PHP help, please

Discussion in 'PHP' started by SearchBliss, Apr 7, 2010.

  1. #1
    I have developed a broken link checker that works great, unless the URLs don't have the base href in them.
    For example:
    If the links are ...href="http://www.somesite.com/somepage.html"... is works great
    But if they are ...href="somepage.html"..., ...href="/somepage.html"..., or...href="./somepage.html"... it ignors them

    Here's the problem code:
     $matches = array(); 
      preg_match_all("|href\=\"?'?`?([[:alnum:]:?=&@/;._-]+)\"?'?`?|i",  $html, $matches); 
      $links = array(); 
      $ret = $matches[1]; 
      for($i=0;isset($ret[$i]);$i++) { 
         if(preg_match("|^http://(.*)|i", $ret[ $i])) { 
             $links[] = $ret[$i]; 
         } elseif(preg_match("|^(.*)|i", $ret[$i])) { 
             $links[] = "http://".$info["host"]."". $ret[$i]; 
         } 
      } 
      return $links; 
    } 
    Code (markup):
    I thought
    } elseif(preg_match("|^(.*)|i", $ret[$i])) {
    $links[] = "http://".$info["host"]."". $ret[$i];
    would have taken care if it. Please help!
    Many Thanks.
     
    SearchBliss, Apr 7, 2010 IP
  2. Cloud Computing Forum

    Cloud Computing Forum Guest

    Messages:
    55
    Likes Received:
    1
    Best Answers:
    0
    Trophy Points:
    0
    #2
    The problem here is that it's hard to debug regex just by looking at it, however can I suggest you try using standard functions where ever possible for example for checking if there is an http:// in the url you could use strpos.

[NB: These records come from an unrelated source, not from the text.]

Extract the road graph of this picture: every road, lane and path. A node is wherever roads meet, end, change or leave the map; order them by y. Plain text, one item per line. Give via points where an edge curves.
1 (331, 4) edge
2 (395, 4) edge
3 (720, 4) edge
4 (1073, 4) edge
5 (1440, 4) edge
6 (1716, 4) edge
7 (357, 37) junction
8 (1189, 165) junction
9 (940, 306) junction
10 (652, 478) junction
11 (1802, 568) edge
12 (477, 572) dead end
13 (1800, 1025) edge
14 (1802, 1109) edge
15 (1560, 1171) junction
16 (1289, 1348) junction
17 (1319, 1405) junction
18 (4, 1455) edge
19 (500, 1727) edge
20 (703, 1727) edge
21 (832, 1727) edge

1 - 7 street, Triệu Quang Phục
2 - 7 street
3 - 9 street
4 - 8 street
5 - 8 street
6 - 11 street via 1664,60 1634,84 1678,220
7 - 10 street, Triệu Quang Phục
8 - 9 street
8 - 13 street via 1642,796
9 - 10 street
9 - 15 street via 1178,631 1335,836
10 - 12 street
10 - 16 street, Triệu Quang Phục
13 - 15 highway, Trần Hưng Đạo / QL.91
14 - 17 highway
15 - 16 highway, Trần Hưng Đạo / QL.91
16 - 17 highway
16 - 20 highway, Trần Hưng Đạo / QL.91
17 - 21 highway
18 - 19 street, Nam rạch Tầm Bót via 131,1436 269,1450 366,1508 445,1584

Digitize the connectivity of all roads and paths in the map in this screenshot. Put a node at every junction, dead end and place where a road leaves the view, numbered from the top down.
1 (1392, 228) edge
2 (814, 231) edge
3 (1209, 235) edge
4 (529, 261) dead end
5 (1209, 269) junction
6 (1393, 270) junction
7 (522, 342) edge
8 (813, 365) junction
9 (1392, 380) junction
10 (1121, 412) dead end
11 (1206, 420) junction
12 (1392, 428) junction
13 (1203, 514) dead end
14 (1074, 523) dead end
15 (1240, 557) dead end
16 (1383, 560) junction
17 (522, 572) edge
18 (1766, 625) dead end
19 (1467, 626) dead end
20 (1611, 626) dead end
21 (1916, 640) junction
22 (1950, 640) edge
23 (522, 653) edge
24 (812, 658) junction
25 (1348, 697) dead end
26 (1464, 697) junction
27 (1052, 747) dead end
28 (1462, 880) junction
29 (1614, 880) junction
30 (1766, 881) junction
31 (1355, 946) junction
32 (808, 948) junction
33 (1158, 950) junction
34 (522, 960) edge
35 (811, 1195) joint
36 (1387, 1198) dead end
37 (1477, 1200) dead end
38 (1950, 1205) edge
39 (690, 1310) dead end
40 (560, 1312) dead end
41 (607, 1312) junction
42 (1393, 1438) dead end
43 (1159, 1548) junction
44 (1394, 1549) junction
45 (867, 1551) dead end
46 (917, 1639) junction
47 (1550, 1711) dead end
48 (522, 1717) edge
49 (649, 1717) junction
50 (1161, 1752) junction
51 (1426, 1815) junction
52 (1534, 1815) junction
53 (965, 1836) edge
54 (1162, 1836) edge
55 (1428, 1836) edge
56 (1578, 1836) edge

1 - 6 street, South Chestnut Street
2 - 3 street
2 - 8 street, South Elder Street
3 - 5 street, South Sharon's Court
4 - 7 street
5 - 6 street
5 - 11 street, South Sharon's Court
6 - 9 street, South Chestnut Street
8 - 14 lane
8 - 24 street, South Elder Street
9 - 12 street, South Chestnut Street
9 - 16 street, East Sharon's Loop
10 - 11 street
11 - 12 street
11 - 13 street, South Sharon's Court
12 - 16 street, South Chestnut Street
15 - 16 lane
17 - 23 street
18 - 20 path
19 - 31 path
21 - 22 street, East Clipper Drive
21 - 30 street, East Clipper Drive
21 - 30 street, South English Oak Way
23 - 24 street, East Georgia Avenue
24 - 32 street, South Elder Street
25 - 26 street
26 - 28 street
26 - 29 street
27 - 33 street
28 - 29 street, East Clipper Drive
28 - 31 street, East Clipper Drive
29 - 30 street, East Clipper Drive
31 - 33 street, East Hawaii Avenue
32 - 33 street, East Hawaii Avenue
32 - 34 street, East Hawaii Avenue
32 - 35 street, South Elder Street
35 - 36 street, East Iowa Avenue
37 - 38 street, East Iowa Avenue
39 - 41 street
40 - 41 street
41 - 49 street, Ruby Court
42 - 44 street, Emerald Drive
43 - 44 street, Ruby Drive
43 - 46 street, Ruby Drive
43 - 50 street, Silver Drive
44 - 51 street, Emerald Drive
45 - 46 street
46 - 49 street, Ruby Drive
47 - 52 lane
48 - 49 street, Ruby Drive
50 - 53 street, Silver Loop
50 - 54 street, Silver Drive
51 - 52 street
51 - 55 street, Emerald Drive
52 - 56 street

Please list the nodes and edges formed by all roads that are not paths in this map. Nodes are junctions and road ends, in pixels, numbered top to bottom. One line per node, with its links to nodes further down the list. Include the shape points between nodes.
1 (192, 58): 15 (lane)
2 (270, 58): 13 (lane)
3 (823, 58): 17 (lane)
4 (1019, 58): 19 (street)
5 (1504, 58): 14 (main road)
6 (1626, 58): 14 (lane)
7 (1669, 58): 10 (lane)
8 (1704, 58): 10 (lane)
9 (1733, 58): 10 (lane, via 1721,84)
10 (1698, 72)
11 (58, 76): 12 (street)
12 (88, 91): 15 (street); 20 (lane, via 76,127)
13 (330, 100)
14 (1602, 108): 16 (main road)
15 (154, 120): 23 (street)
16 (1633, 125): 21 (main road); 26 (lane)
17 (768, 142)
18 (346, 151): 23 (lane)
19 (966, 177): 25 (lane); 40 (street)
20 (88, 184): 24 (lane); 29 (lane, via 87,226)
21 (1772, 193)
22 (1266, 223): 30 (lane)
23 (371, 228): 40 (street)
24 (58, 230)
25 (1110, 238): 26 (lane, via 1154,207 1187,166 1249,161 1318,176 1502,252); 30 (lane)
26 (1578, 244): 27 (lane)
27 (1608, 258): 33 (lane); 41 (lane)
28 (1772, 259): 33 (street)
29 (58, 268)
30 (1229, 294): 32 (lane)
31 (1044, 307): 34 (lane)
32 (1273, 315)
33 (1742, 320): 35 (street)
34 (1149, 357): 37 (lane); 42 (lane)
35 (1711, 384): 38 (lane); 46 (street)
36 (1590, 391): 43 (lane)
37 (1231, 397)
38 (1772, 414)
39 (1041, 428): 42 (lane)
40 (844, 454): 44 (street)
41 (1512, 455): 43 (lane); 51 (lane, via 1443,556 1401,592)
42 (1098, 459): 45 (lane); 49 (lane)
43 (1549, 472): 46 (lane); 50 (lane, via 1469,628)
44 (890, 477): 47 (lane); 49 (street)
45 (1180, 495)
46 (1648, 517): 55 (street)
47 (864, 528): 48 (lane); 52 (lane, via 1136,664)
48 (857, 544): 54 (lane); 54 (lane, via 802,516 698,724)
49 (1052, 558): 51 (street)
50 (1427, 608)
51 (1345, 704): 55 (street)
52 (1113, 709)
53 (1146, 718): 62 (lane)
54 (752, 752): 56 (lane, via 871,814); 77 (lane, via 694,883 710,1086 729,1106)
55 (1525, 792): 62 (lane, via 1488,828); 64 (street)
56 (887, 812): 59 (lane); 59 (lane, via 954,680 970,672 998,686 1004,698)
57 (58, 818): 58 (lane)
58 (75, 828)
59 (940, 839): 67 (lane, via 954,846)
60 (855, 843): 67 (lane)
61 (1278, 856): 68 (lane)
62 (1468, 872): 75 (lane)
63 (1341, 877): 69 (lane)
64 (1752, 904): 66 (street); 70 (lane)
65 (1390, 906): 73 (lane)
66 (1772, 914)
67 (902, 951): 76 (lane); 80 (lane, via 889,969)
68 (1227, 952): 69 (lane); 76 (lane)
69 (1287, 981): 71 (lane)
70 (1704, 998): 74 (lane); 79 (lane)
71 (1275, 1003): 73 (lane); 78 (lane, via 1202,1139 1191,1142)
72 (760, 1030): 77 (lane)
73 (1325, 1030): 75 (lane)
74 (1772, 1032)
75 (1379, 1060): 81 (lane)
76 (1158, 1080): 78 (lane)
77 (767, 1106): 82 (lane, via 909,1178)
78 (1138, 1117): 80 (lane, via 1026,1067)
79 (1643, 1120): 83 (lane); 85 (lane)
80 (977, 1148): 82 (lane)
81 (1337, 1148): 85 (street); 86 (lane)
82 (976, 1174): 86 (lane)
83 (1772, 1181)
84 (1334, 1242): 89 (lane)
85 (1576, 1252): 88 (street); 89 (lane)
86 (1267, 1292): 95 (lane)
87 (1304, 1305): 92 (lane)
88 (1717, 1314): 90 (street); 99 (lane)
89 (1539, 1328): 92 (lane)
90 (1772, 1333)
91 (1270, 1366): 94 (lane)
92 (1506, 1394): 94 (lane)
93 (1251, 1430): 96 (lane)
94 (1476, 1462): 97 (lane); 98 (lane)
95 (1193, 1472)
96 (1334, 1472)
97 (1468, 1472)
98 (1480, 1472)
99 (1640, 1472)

    Here is a simple function which (if tested) would probably cover most urls but for urls that start with ./ they are probably within a subfolder below the root so how can you work out their full URL?

    
    function format_url($url, $domain_url){
        if( strpos($url, $domain_url) !== false ) {
    
               /* Remove first slash from url if present */
               if( substr(0,1,$url) == '/' )  {
                    $url = substr ( 1, count($url), $url);
               }
     
              /* Append domain URL to URL*/
              return $domain_url . $url;
        }
    }
    
    PHP:
    Dunno if this helps.
     
    Cloud Computing Forum, Apr 7, 2010 IP